How we Organized the Largest Machine Learning Competition of the Year

5 min readJun 6, 2018

[EDIT] The challenge is now available for everyone here.

Last thursday was held the second annual edition of “Le Meilleur Data Scientist de France” — a 2-hours kaggle-like machine learning challenge.

In a nutshell: 350 data scientists on the same location, competing on the same challenge, during the same evening.

As far as we know, this is the largest data scientists gathering of the world with this format (tell us if you have heard about something similar?)

It took 6 months to FrenchData — an initiative promoting outstanding french data projects — to organize this event. Several members of Zelros team were part of the adventure. Here are our takeaways, and what we believe are the reasons of the success of this 2018 edition!

A stunning venue

Hosting 350 persons for a data science challenge on the same location requires a large, flat and open space. If you think about it, few venues are eligible for that.

Hopefully, we found the perfect spot in Paris: Station F. This massive building is a former rail depot, now renovated and turned into the world’s biggest startup campus (btw, that’s where we are hosted, which facilitated logistics).

Nowhere else would have been better!

A great dataset, with a purpose

Carefully choosing the dataset is critical. Make it too simple — or too complex — and the challenge would have been deceptive. This is an art to find a good balance, so that beginners can learn, and seasoned practitioners can have some hard time :)

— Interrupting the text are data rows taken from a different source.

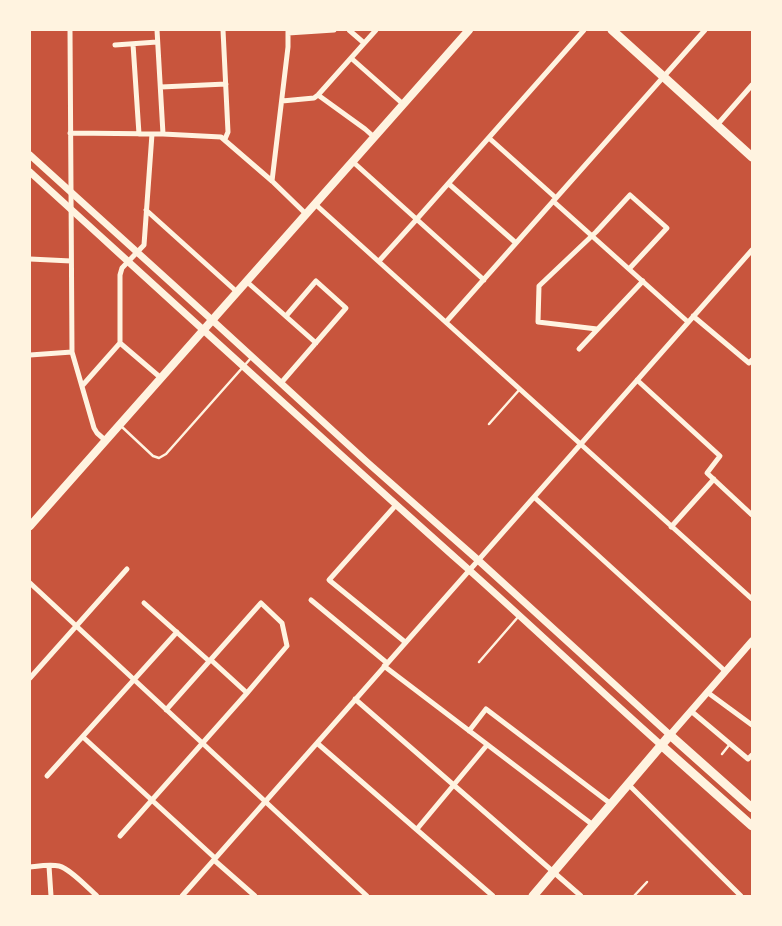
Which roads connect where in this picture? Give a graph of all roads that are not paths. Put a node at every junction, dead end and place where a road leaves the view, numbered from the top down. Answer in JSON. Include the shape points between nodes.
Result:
{"nodes":[{"id":1,"x":70,"y":30,"type":"edge"},
{"id":2,"x":156,"y":30,"type":"edge"},
{"id":3,"x":223,"y":30,"type":"edge"},
{"id":4,"x":334,"y":30,"type":"edge"},
{"id":5,"x":349,"y":30,"type":"edge"},
{"id":6,"x":376,"y":30,"type":"edge"},
{"id":7,"x":468,"y":30,"type":"edge"},
{"id":8,"x":584,"y":30,"type":"edge"},
{"id":9,"x":612,"y":30,"type":"edge"},
{"id":10,"x":704,"y":30,"type":"edge"},
{"id":11,"x":288,"y":32,"type":"edge"},
{"id":12,"x":157,"y":42,"type":"junction"},
{"id":13,"x":133,"y":44,"type":"junction"},
{"id":14,"x":364,"y":44,"type":"junction"},
{"id":15,"x":115,"y":45,"type":"dead end"},
{"id":16,"x":351,"y":58,"type":"junction"},
{"id":17,"x":663,"y":76,"type":"junction"},
{"id":18,"x":226,"y":84,"type":"junction"},
{"id":19,"x":752,"y":85,"type":"edge"},
{"id":20,"x":161,"y":87,"type":"junction"},
{"id":21,"x":318,"y":95,"type":"junction"},
{"id":22,"x":282,"y":101,"type":"junction"},
{"id":23,"x":403,"y":104,"type":"junction"},
{"id":24,"x":717,"y":125,"type":"junction"},
{"id":25,"x":70,"y":133,"type":"junction"},
{"id":26,"x":139,"y":134,"type":"junction"},
{"id":27,"x":152,"y":134,"type":"junction"},
{"id":28,"x":163,"y":134,"type":"junction"},
{"id":29,"x":374,"y":137,"type":"junction"},
{"id":30,"x":489,"y":138,"type":"junction"},
{"id":31,"x":225,"y":139,"type":"junction"},
{"id":32,"x":30,"y":155,"type":"edge"},
{"id":33,"x":752,"y":157,"type":"edge"},
{"id":34,"x":352,"y":161,"type":"junction"},
{"id":35,"x":30,"y":172,"type":"edge"},
{"id":36,"x":272,"y":181,"type":"junction"},
{"id":37,"x":449,"y":184,"type":"junction"},
{"id":38,"x":71,"y":192,"type":"junction"},
{"id":39,"x":554,"y":199,"type":"junction"},
{"id":40,"x":315,"y":204,"type":"junction"},
{"id":41,"x":70,"y":209,"type":"junction"},
{"id":42,"x":146,"y":210,"type":"junction"},
{"id":43,"x":306,"y":214,"type":"junction"},
{"id":44,"x":416,"y":220,"type":"junction"},
{"id":45,"x":592,"y":235,"type":"junction"},
{"id":46,"x":516,"y":243,"type":"junction"},
{"id":47,"x":752,"y":250,"type":"edge"},
{"id":48,"x":137,"y":252,"type":"junction"},
{"id":49,"x":30,"y":259,"type":"edge"},
{"id":50,"x":71,"y":261,"type":"junction"},
{"id":51,"x":128,"y":261,"type":"junction"},
{"id":52,"x":378,"y":261,"type":"junction"},
{"id":53,"x":629,"y":269,"type":"junction"},
{"id":54,"x":484,"y":280,"type":"junction"},
{"id":55,"x":246,"y":281,"type":"junction"},
{"id":56,"x":643,"y":282,"type":"junction"},
{"id":57,"x":237,"y":292,"type":"junction"},
{"id":58,"x":286,"y":316,"type":"junction"},
{"id":59,"x":693,"y":316,"type":"junction"},
{"id":60,"x":212,"y":320,"type":"junction"},
{"id":61,"x":446,"y":322,"type":"junction"},
{"id":62,"x":688,"y":322,"type":"junction"},
{"id":63,"x":597,"y":329,"type":"junction"},
{"id":64,"x":204,"y":330,"type":"junction"},
{"id":65,"x":120,"y":343,"type":"junction"},
{"id":66,"x":316,"y":343,"type":"junction"},
{"id":67,"x":580,"y":349,"type":"dead end"},
{"id":68,"x":72,"y":352,"type":"junction"},
{"id":69,"x":30,"y":355,"type":"edge"},
{"id":70,"x":252,"y":356,"type":"junction"},
{"id":71,"x":752,"y":360,"type":"edge"},
{"id":72,"x":244,"y":366,"type":"junction"},
{"id":73,"x":161,"y":378,"type":"junction"},
{"id":74,"x":637,"y":380,"type":"junction"},
{"id":75,"x":281,"y":383,"type":"junction"},
{"id":76,"x":82,"y":386,"type":"junction"},
{"id":77,"x":520,"y":389,"type":"junction"},
{"id":78,"x":489,"y":424,"type":"dead end"},
{"id":79,"x":119,"y":425,"type":"junction"},
{"id":80,"x":105,"y":440,"type":"junction"},
{"id":81,"x":580,"y":444,"type":"junction"},
{"id":82,"x":714,"y":479,"type":"junction"},
{"id":83,"x":534,"y":497,"type":"junction"},
{"id":84,"x":396,"y":505,"type":"junction"},
{"id":85,"x":752,"y":515,"type":"edge"},
{"id":86,"x":30,"y":526,"type":"edge"},
{"id":87,"x":672,"y":527,"type":"junction"},
{"id":88,"x":478,"y":560,"type":"junction"},
{"id":89,"x":127,"y":569,"type":"dead end"},
{"id":90,"x":469,"y":570,"type":"junction"},
{"id":91,"x":30,"y":583,"type":"edge"},
{"id":92,"x":752,"y":599,"type":"edge"},
{"id":93,"x":311,"y":600,"type":"dead end"},
{"id":94,"x":144,"y":604,"type":"dead end"},
{"id":95,"x":519,"y":616,"type":"junction"},
{"id":96,"x":76,"y":625,"type":"junction"},
{"id":97,"x":177,"y":632,"type":"junction"},
{"id":98,"x":752,"y":641,"type":"edge"},
{"id":99,"x":405,"y":642,"type":"junction"},
{"id":100,"x":210,"y":660,"type":"junction"},
{"id":101,"x":479,"y":662,"type":"dead end"},
{"id":102,"x":386,"y":665,"type":"junction"},
{"id":103,"x":725,"y":671,"type":"junction"},
{"id":104,"x":30,"y":678,"type":"edge"},
{"id":105,"x":134,"y":680,"type":"junction"},
{"id":106,"x":707,"y":692,"type":"junction"},
{"id":107,"x":247,"y":693,"type":"junction"},
{"id":108,"x":355,"y":699,"type":"junction"},
{"id":109,"x":166,"y":710,"type":"junction"},
{"id":110,"x":691,"y":711,"type":"junction"},
{"id":111,"x":752,"y":725,"type":"edge"},
{"id":112,"x":469,"y":731,"type":"junction"},
{"id":113,"x":670,"y":735,"type":"junction"},
{"id":114,"x":83,"y":737,"type":"junction"},
{"id":115,"x":202,"y":743,"type":"junction"},
{"id":116,"x":317,"y":743,"type":"junction"},
{"id":117,"x":730,"y":744,"type":"junction"},
{"id":118,"x":487,"y":745,"type":"junction"},
{"id":119,"x":662,"y":745,"type":"junction"},
{"id":120,"x":722,"y":754,"type":"dead end"},
{"id":121,"x":752,"y":755,"type":"edge"},
{"id":122,"x":47,"y":776,"type":"dead end"},
{"id":123,"x":628,"y":784,"type":"junction"},
{"id":124,"x":454,"y":785,"type":"junction"},
{"id":125,"x":152,"y":800,"type":"junction"},
{"id":126,"x":265,"y":801,"type":"junction"},
{"id":127,"x":611,"y":804,"type":"junction"},
{"id":128,"x":752,"y":808,"type":"edge"},
{"id":129,"x":593,"y":825,"type":"junction"},
{"id":130,"x":752,"y":826,"type":"edge"},
{"id":131,"x":417,"y":829,"type":"junction"},
{"id":132,"x":120,"y":836,"type":"dead end"},
{"id":133,"x":214,"y":859,"type":"junction"},
{"id":134,"x":49,"y":866,"type":"junction"},
{"id":135,"x":30,"y":867,"type":"edge"},
{"id":136,"x":553,"y":872,"type":"junction"},
{"id":137,"x":647,"y":882,"type":"dead end"},
{"id":138,"x":51,"y":896,"type":"edge"},
{"id":139,"x":97,"y":896,"type":"edge"},
{"id":140,"x":182,"y":896,"type":"edge"},
{"id":141,"x":255,"y":896,"type":"edge"},
{"id":142,"x":367,"y":896,"type":"edge"},
{"id":143,"x":493,"y":896,"type":"edge"},
{"id":144,"x":532,"y":896,"type":"edge"},
{"id":145,"x":581,"y":896,"type":"edge"},
{"id":146,"x":634,"y":896,"type":"edge"},
{"id":147,"x":741,"y":896,"type":"edge"}],
"edges":[{"from":1,"to":25,"type":"street"},
{"from":2,"to":12,"type":"street"},
{"from":3,"to":18,"type":"street"},
{"from":4,"to":11,"type":"street"},
{"from":5,"to":14,"type":"street"},
{"from":6,"to":14,"type":"street"},
{"from":7,"to":23,"type":"main road"},
{"from":8,"to":30,"type":"street"},
{"from":9,"to":17,"type":"main road"},
{"from":10,"to":17,"type":"street"},
{"from":11,"to":22,"type":"street"},
{"from":12,"to":13,"type":"street"},
{"from":12,"to":20,"type":"street"},
{"from":13,"to":15,"type":"street"},
{"from":13,"to":26,"type":"street"},
{"from":14,"to":16,"type":"street"},
{"from":16,"to":21,"type":"street"},
{"from":16,"to":23,"type":"street"},
{"from":17,"to":24,"type":"main road"},
{"from":17,"to":39,"type":"street"},
{"from":18,"to":20,"type":"street"},
{"from":18,"to":31,"type":"street","via":[[228,132]]},
{"from":19,"to":24,"type":"street"},
{"from":20,"to":28,"type":"street"},
{"from":21,"to":22,"type":"street"},
{"from":21,"to":29,"type":"street"},
{"from":22,"to":36,"type":"street"},
{"from":23,"to":29,"type":"main road"},
{"from":24,"to":33,"type":"main road"},
{"from":25,"to":26,"type":"street"},
{"from":25,"to":38,"type":"street"},
{"from":26,"to":27,"type":"street"},
{"from":27,"to":28,"type":"street"},
{"from":27,"to":42,"type":"street"},
{"from":28,"to":31,"type":"street","via":[[222,136]]},
{"from":29,"to":34,"type":"main road"},
{"from":30,"to":37,"type":"street"},
{"from":30,"to":39,"type":"street"},
{"from":31,"to":36,"type":"street"},
{"from":32,"to":38,"type":"street"},
{"from":34,"to":40,"type":"main road"},
{"from":34,"to":44,"type":"street"},
{"from":35,"to":41,"type":"street"},
{"from":36,"to":43,"type":"street"},
{"from":37,"to":44,"type":"street"},
{"from":37,"to":46,"type":"street"},
{"from":38,"to":41,"type":"street"},
{"from":38,"to":48,"type":"street"},
{"from":39,"to":45,"type":"street"},
{"from":39,"to":46,"type":"street"},
{"from":40,"to":43,"type":"main road"},
{"from":40,"to":52,"type":"street"},
{"from":41,"to":50,"type":"street"},
{"from":41,"to":51,"type":"street"},
{"from":42,"to":48,"type":"street","via":[[144,245]]},
{"from":42,"to":57,"type":"street"},
{"from":43,"to":55,"type":"main road"},
{"from":44,"to":52,"type":"street"},
{"from":44,"to":54,"type":"street"},
{"from":45,"to":53,"type":"street"},
{"from":45,"to":53,"type":"street","via":[[630,194],[667,228]]},
{"from":45,"to":63,"type":"street","via":[[539,286],[538,322]]},
{"from":46,"to":54,"type":"street"},
{"from":47,"to":59,"type":"street"},
{"from":48,"to":51,"type":"street"},
{"from":48,"to":60,"type":"street"},
{"from":49,"to":50,"type":"street"},
{"from":50,"to":68,"type":"street"},
{"from":51,"to":64,"type":"street"},
{"from":51,"to":65,"type":"street","via":[[120,275]]},
{"from":52,"to":61,"type":"street"},
{"from":53,"to":56,"type":"street"},
{"from":54,"to":61,"type":"street"},
{"from":55,"to":57,"type":"main road"},
{"from":55,"to":58,"type":"street"},
{"from":56,"to":62,"type":"street"},
{"from":56,"to":63,"type":"street"},
{"from":57,"to":60,"type":"main road"},
{"from":58,"to":66,"type":"street"},
{"from":58,"to":66,"type":"street","via":[[316,282],[346,308]]},
{"from":59,"to":62,"type":"street"},
{"from":59,"to":71,"type":"street","via":[[749,364]]},
{"from":60,"to":64,"type":"main road"},
{"from":60,"to":70,"type":"street"},
{"from":61,"to":77,"type":"street"},
{"from":62,"to":74,"type":"street"},
{"from":63,"to":67,"type":"street"},
{"from":64,"to":72,"type":"street"},
{"from":64,"to":73,"type":"main road"},
{"from":65,"to":73,"type":"street"},
{"from":65,"to":76,"type":"street"},
{"from":66,"to":75,"type":"street"},
{"from":68,"to":69,"type":"street"},
{"from":68,"to":76,"type":"street"},
{"from":70,"to":72,"type":"lane"},
{"from":70,"to":75,"type":"street"},
{"from":72,"to":79,"type":"lane","via":[[162,457],[153,456]]},
{"from":72,"to":84,"type":"street"},
{"from":73,"to":79,"type":"main road"},
{"from":74,"to":81,"type":"street"},
{"from":74,"to":82,"type":"street","via":[[720,456],[707,473]]},
{"from":75,"to":88,"type":"street"},
{"from":76,"to":80,"type":"street","via":[[94,428]]},
{"from":77,"to":78,"type":"lane"},
{"from":77,"to":81,"type":"street"},
{"from":79,"to":80,"type":"main road"},
{"from":80,"to":86,"type":"main road"},
{"from":81,"to":83,"type":"street"},
{"from":81,"to":87,"type":"street"},
{"from":82,"to":85,"type":"street"},
{"from":82,"to":87,"type":"street"},
{"from":83,"to":88,"type":"street"},
{"from":83,"to":103,"type":"street"},
{"from":84,"to":90,"type":"street"},
{"from":84,"to":99,"type":"street","via":[[329,580]]},
{"from":87,"to":92,"type":"street"},
{"from":88,"to":90,"type":"street"},
{"from":88,"to":113,"type":"street"},
{"from":89,"to":96,"type":"street"},
{"from":90,"to":95,"type":"street"},
{"from":90,"to":99,"type":"street"},
{"from":91,"to":96,"type":"street"},
{"from":93,"to":102,"type":"street"},
{"from":94,"to":97,"type":"street"},
{"from":95,"to":101,"type":"lane"},
{"from":95,"to":119,"type":"street"},
{"from":96,"to":104,"type":"street"},
{"from":96,"to":105,"type":"street"},
{"from":97,"to":100,"type":"street"},
{"from":97,"to":105,"type":"street"},
{"from":98,"to":103,"type":"street"},
{"from":99,"to":102,"type":"street"},
{"from":100,"to":107,"type":"street"},
{"from":100,"to":107,"type":"street","via":[[261,603],[282,623],[287,646]]},
{"from":100,"to":109,"type":"street"},
{"from":102,"to":108,"type":"street"},
{"from":102,"to":112,"type":"street"},
{"from":103,"to":106,"type":"street"},
{"from":105,"to":109,"type":"street"},
{"from":105,"to":114,"type":"street"},
{"from":106,"to":110,"type":"street"},
{"from":106,"to":111,"type":"street"},
{"from":107,"to":115,"type":"street"},
{"from":108,"to":116,"type":"street"},
{"from":108,"to":124,"type":"street"},
{"from":109,"to":115,"type":"street"},
{"from":110,"to":113,"type":"street"},
{"from":110,"to":117,"type":"street"},
{"from":112,"to":118,"type":"street"},
{"from":112,"to":127,"type":"street","via":[[486,709]]},
{"from":113,"to":119,"type":"main road"},
{"from":113,"to":128,"type":"main road"},
{"from":114,"to":122,"type":"street"},
{"from":114,"to":125,"type":"street"},
{"from":115,"to":125,"type":"street"},
{"from":115,"to":126,"type":"street"},
{"from":116,"to":126,"type":"street"},
{"from":116,"to":131,"type":"street"},
{"from":117,"to":120,"type":"lane"},
{"from":117,"to":121,"type":"street","via":[[748,759]]},
{"from":118,"to":124,"type":"street"},
{"from":118,"to":129,"type":"street"},
{"from":119,"to":123,"type":"main road"},
{"from":119,"to":130,"type":"main road"},
{"from":123,"to":127,"type":"main road"},
{"from":123,"to":147,"type":"street"},
{"from":124,"to":131,"type":"street"},
{"from":124,"to":136,"type":"street"},
{"from":125,"to":132,"type":"street"},
{"from":125,"to":133,"type":"street"},
{"from":126,"to":133,"type":"street"},
{"from":126,"to":142,"type":"street"},
{"from":127,"to":129,"type":"main road"},
{"from":129,"to":136,"type":"main road"},
{"from":131,"to":143,"type":"street"},
{"from":133,"to":140,"type":"street"},
{"from":133,"to":141,"type":"street"},
{"from":134,"to":135,"type":"street"},
{"from":134,"to":138,"type":"street"},
{"from":134,"to":139,"type":"street","via":[[62,866]]},
{"from":136,"to":144,"type":"main road"},
{"from":136,"to":145,"type":"street"},
{"from":137,"to":146,"type":"lane"}]}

We tailored the dataset to include a variety of variable types: numerical, categorical, text, and even images! 10 volunteer data scientists helped us to benchmark the challenge, and validate that it was suited for a 2 hours competition.

But even more important, we selected a dataset in a domain that makes sense for the common good. We helped Emmaus, an international solidarity movement founded in Paris in 1949 to fight poverty and homelessness.

More specifically, the challenge was about predicting how used objects are sold on their charity web market place — and understand the factors that drives the popularity of an offered good.

Maud Sarda (Label Emmaus) explaining how tonight’s challenge will be impactful for the solidarity movement

A robust challenge platform

To host the challenge and the competitors submissions, we needed a platform able to support the pressure of a very high traffic and load. We had a look at various open source platforms like crowdAI or EvalAI or Submission, but none of them could support 350 data scientists at the same time.

So, we decided to develop QScore, a simple cloud platform which supports a lot of users for an event.

We took the opportunity to add new exclusive capabilities like:

submitting predictions to the platform directly from a Python or R dataframe (through an API, hence avoiding to have to create and upload a CSV file)
forcing a 5 min delay between two submission. It was an alternative way to avoid leaderboard overfitting, instead of the traditional way of doing through a limited number of submissions

Qscore, the data science platform specially developed for the competition

A bulletproof logistics

We had to entirely install 350 working seats in a few hours. Around 10 people from a high experienced service provider made it possible thanks to their professionalism.

We also carefully sized two vital components: wifi and electricity. Each participant had a dedicated power plug and a stable wifi connection of 2,5 Mbits/s.

Installing the tables and chairs for 350 data scientists

Next, registering and installing 350 persons in 30 minutes was a real challenge. For that, we placed 25 staff members all along the participants journey, to streamline the onboarding. Finally, everyone entered the area in 20 minutes :)

Last briefing of organisation staff before doors opening

Registering the 350 participants in 30 minutes

Committed partners

All this need funding (a budget of several 10k€). It won’t have been possible without the help of sponsors and partners: Maif, Air Liquide, Engie and Latitudes.

In addition to that, Microsoft — our main partner — provided free Azure Machine Learning credits and turnkey tutorial notebooks to the participants. It was a way to make everyone on an equal footing, whatever the money they had to buy computing resources — and to avoid local installation issues.

And the winner is …

Nikita Loukachev won the first prize of the challenge. Huge congrats to him: the competition level was very high — much higher than the previous edition. He came back at home with a Devialet phantom speaker!

Congrats also to the data scientists from prevision.io who reached the podium.

Several participants have already open sourced their solution to the challenge, like Hakim, Mamy or Kalli. This contributes to the transparency and openness spirit of this yearly initiative.

It has been an incredible experience to set-up this unique event. We are now thinking about the next steps to make the 2019 edition even better!